I have been pulling out my suits more often lately, and have fallen in love all over again with the sense of confidence and pride in your appearance that a quality, great-fitting suit with all the trimmings can bring. My particular fancy right now is the 2 button SB peak lapel with side vents & hacking pockets (ticket pocket too)– and there must be a beautiful, soft roll to the lapel. Very Jimmy Stewart in Rope, circa 1948. In need yourself? Stop by Paul Stuart.
While Jimmy Stewart’s style in clothing was worth note, even more impressive was his personal character and honor. He was a man’s man, who didn’t shirk responsibility or run from his commitments. I admire that. I want to be that guy.
Maj.
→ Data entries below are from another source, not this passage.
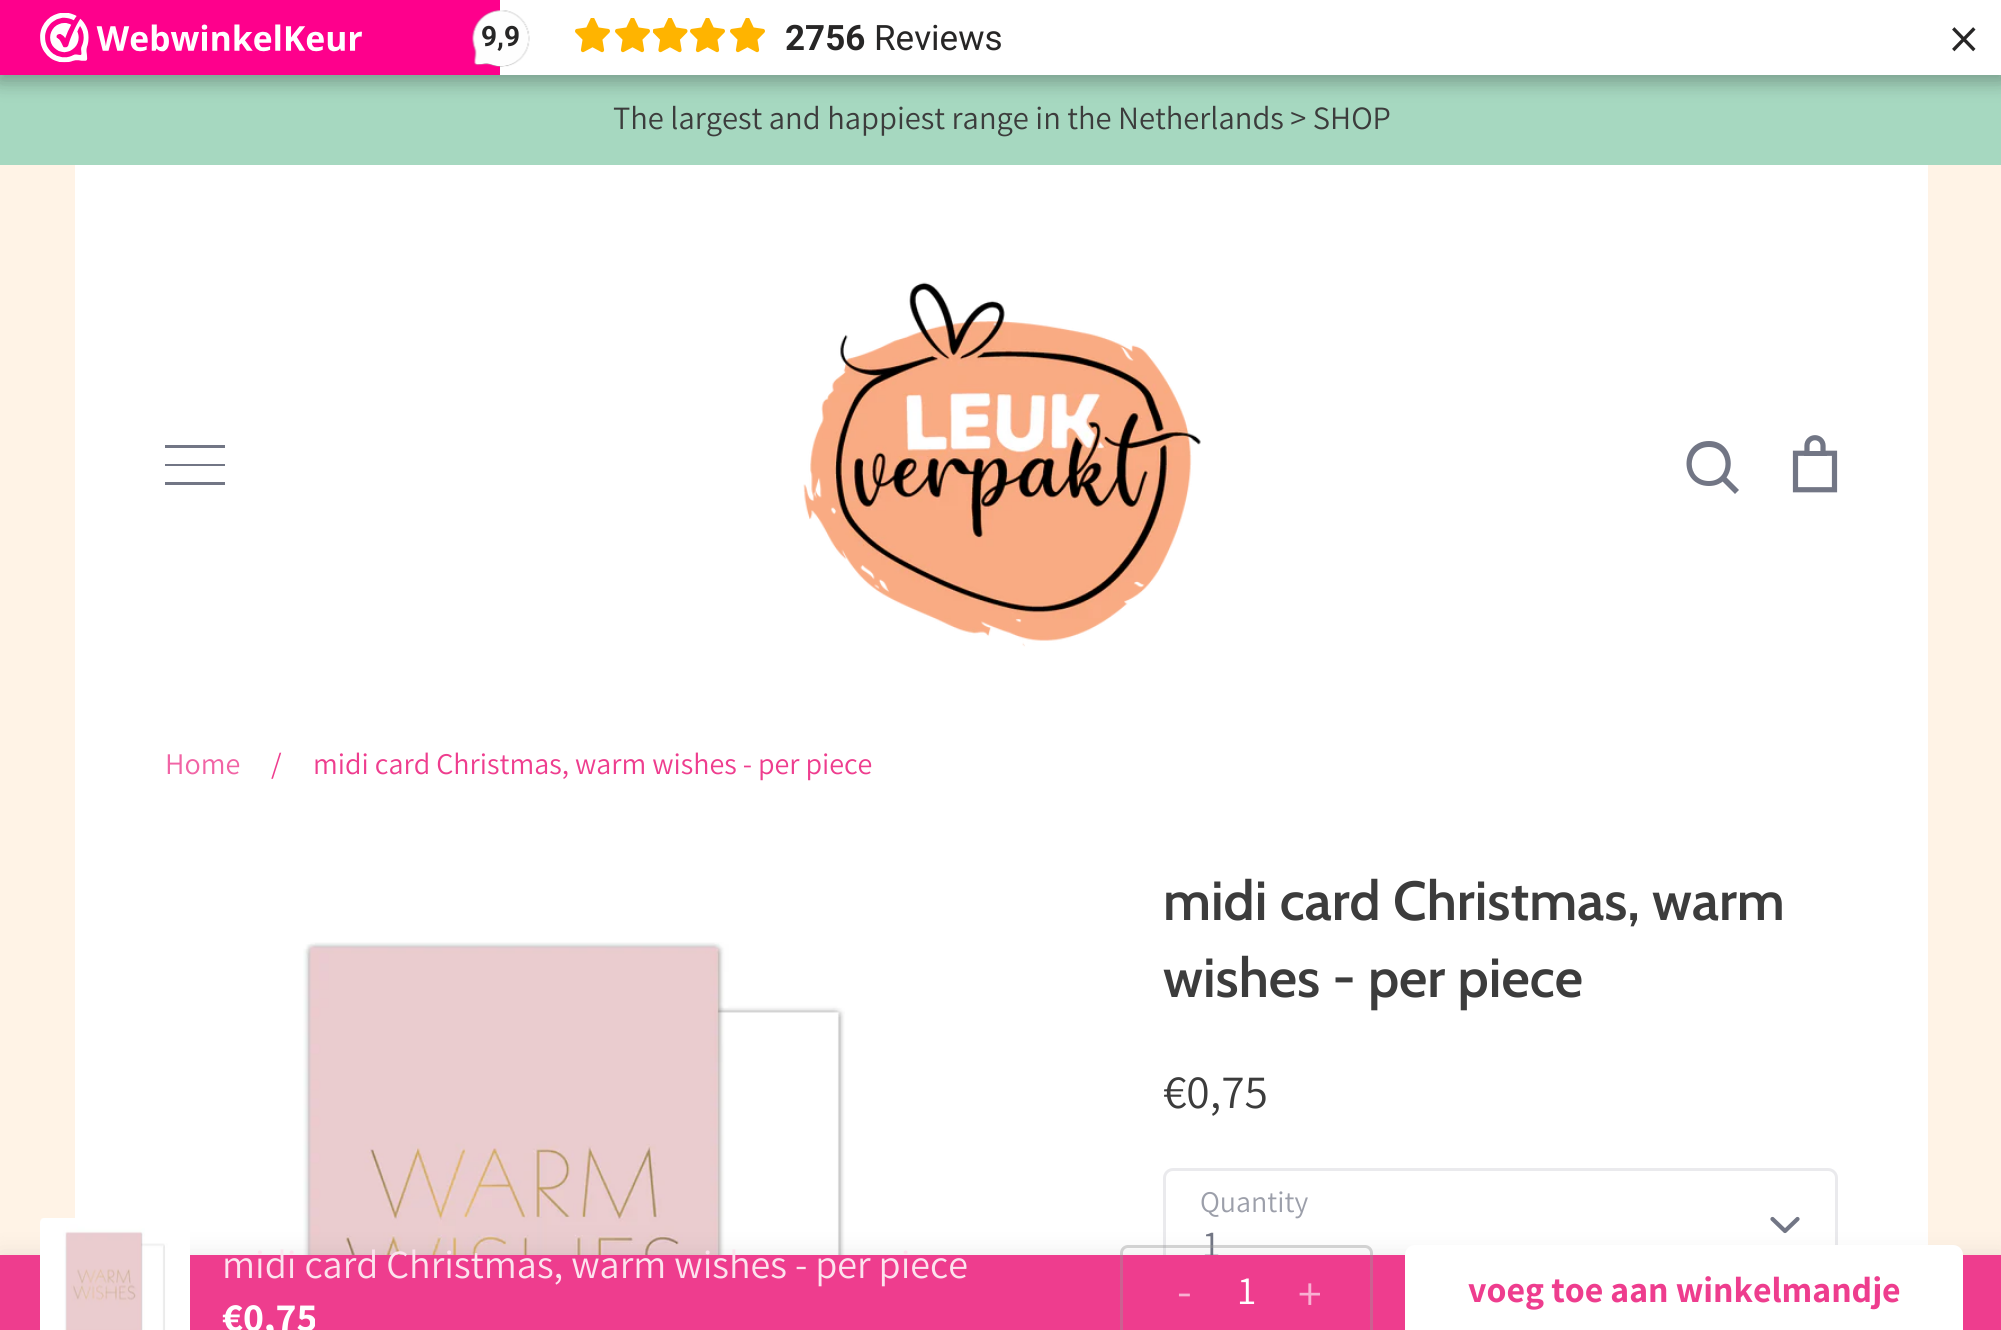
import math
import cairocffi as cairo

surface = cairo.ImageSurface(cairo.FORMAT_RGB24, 2001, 1330)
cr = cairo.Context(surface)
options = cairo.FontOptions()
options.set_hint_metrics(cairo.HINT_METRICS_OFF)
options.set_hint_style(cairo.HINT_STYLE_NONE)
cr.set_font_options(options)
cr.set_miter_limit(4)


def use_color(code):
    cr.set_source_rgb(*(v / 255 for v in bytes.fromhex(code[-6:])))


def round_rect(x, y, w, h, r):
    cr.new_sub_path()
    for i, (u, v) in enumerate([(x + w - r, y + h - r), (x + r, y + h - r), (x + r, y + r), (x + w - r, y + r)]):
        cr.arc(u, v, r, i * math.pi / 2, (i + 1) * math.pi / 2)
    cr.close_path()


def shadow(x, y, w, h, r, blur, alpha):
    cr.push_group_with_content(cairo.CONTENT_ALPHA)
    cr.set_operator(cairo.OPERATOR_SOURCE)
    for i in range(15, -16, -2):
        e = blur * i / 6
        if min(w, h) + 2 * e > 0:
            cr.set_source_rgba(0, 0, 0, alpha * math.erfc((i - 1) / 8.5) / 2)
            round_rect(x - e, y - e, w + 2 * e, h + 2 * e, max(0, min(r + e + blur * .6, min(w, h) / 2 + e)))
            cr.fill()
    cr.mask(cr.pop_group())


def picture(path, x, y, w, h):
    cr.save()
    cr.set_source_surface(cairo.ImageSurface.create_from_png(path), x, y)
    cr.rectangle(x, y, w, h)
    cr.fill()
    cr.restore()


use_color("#fff3e6")
cr.paint()
use_color("#a6d8c0")
cr.rectangle(0, 75, 2001, 90)
cr.fill()
use_color("#000000")
shadow(-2, -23, 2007, 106, 0, 7.5, 0.15)
shadow(0, 5, 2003, 75, 0, 12.5, 0.15)
use_color("#fe008c")
cr.rectangle(0, 0, 500, 75)
cr.fill()
picture("img1.png", 40, 13, 322, 50)
use_color("#ffffff")
cr.rectangle(500, 0, 1501, 75)
cr.fill()
picture("img2.png", 472, 10, 58, 57)
cr.select_font_face("Roboto", cairo.FONT_SLANT_NORMAL, cairo.FONT_WEIGHT_BOLD)
cr.set_font_size(28)
use_color("#272626")
cr.move_to(481, 46)
cr.show_text("9,9")
picture("img3.png", 575, 18, 35, 35)
picture("img3.png", 615, 18, 35, 35)
picture("img4.png", 653, 18, 35, 35)
picture("img3.png", 690, 18, 35, 35)
picture("img3.png", 730, 18, 35, 35)
cr.set_font_size(35)
cr.move_to(785, 50)
cr.show_text("2756")
cr.select_font_face("Roboto")
cr.move_to(874, 50)
cr.show_text("Reviews")
cr.select_font_face("Assistant")
cr.set_font_size(60)
cr.move_to(1949, 59)
cr.show_text("×")
cr.set_font_size(32.5)
use_color("#3c3c3c")
cr.move_to(613, 129)
cr.show_text("The largest and happiest range in the Netherlands > SHOP")
use_color("#ffffff")
cr.rectangle(75, 165, 1853, 1090)
cr.fill()
use_color("#727685")
cr.rectangle(165, 445, 60, 3)
cr.fill()
cr.rectangle(165, 464, 60, 2)
cr.fill()
cr.rectangle(165, 482, 60, 3)
cr.fill()
picture("img5.png", 803, 282, 398, 365)
cr.new_path()
cr.move_to(1739, 490)
cr.line_to(1735, 494)
cr.line_to(1722, 481)
cr.line_to(1726, 477)
cr.close_path()
cr.fill()
cr.new_path()
cr.move_to(1709, 486)
cr.curve_to(1679, 486, 1679, 441, 1709, 441)
cr.curve_to(1738, 441, 1738, 486, 1709, 486)
cr.close_path()
cr.move_to(1709, 481)
cr.curve_to(1731, 481, 1731, 447, 1709, 447)
cr.curve_to(1686, 447, 1686, 481, 1709, 481)
cr.close_path()
cr.fill()
picture("img6.png", 1792, 435, 46, 58)
cr.set_font_size(30)
use_color("#f164a5")
cr.move_to(165, 774)
cr.show_text("Home")
use_color("#ee3d8e")
cr.move_to(271, 774)
cr.show_text("/")
cr.move_to(313, 774)
cr.show_text("midi card Christmas, warm wishes - per piece")
picture("img7.png", 303, 942, 542, 313)
cr.select_font_face("Cabin SemiBold")
cr.set_font_size(55)
use_color("#3c3c3c")
cr.move_to(1163, 920)
cr.show_text("midi card Christmas, warm")
cr.move_to(1163, 997)
cr.show_text("wishes - per piece")
cr.select_font_face("Assistant")
cr.set_font_size(47.5)
cr.move_to(1163, 1108)
cr.show_text("€0,75")
cr.set_font_size(30)
use_color("#9c9faa")
cr.move_to(1200, 1212)
cr.show_text("Quantity")
round_rect(1164.5, 1169.5, 672, 112, 8.5)
use_color("#eaeaed")
cr.set_line_width(3)
cr.stroke()
cr.new_path()
cr.move_to(1772.5, 1219)
cr.line_to(1785, 1231)
cr.line_to(1797.5, 1219)
use_color("#727685")
cr.set_line_width(4.2)
cr.set_line_cap(cairo.LINE_CAP_ROUND)
cr.set_line_join(cairo.LINE_JOIN_ROUND)
cr.stroke()
cr.set_font_size(38)
cr.move_to(1203, 1257)
cr.show_text("1")
use_color("#000000")
shadow(0, 1255, 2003, 75, 0, 12.5, 0.09)
use_color("#ee3d8e")
cr.rectangle(0, 1255, 2001, 75)
cr.fill()
picture("img8.png", 40, 1218, 150, 112)
cr.set_font_size(40)
use_color("#fce3ee")
cr.move_to(222, 1278)
cr.show_text("midi card Christmas, warm wishes - per piece")
cr.select_font_face("Assistant", cairo.FONT_SLANT_NORMAL, cairo.FONT_WEIGHT_BOLD)
use_color("#ffffff")
cr.move_to(222, 1331)
cr.show_text("€0,75")
round_rect(1121.5, 1246.5, 250, 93, 6.5)
cr.set_source_rgba(0.588, 0.588, 0.588, 0.4)
cr.set_line_width(3)
cr.set_line_cap(cairo.LINE_CAP_BUTT)
cr.set_line_join(cairo.LINE_JOIN_MITER)
cr.stroke()
cr.select_font_face("Assistant")
cr.set_font_size(48)
use_color("#f8b1d2")
cr.move_to(1177, 1307)
cr.show_text("-")
cr.set_font_size(40)
use_color("#ffffff")
cr.move_to(1238, 1304)
cr.show_text("1")
cr.set_font_size(48)
use_color("#f8b1d2")
cr.move_to(1298, 1310)
cr.show_text("+")
use_color("#ffffff")
round_rect(1405, 1245, 558, 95, 10)
cr.fill()
cr.select_font_face("Assistant", cairo.FONT_SLANT_NORMAL, cairo.FONT_WEIGHT_BOLD)
cr.set_font_size(36)
use_color("#ee3d8e")
cr.move_to(1468, 1302)
cr.show_text("voeg toe aan winkelmandje")
surface.write_to_png("result.png")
Jimmy Stewart talking with the crew of a B-24 named “Betty”. She was a B-24J-145-CO serial #44-40092 from the 565th Bomb Squadron, 389th Bomb Group, 8th Air Force. The name “Betty” was on the starboard side (right) and “Betty Jane” on the port side. While on a mission to Misburg, Germany on Sept. 11, 1944 she was damaged by flak and the command pilot, Maj. John Dowswell, ordered the crew to bail out, while he opted to try and fly her back to England. He made it back, but six members of the crew became POW’s while three of them evaded and made it back to Allied lines. (U.S. Air Force photo)
Jimmy Stewart and his father Alex in front of the family hardware store, 1945.
Jimmy Stewart feeling very comfortable inside the family store– father Alex in the center of this pic. On top of being one of the the best-loved actors ever, Jimmy Stewart was a also Princeton-grad architect, an accordion player, and a WWII bomber. AKA– a stand-up guy, and the all-around perfect man. Feeling like I haven’t done much over here.
Jimmy Stewart the family man, for Bazaar circa 1956.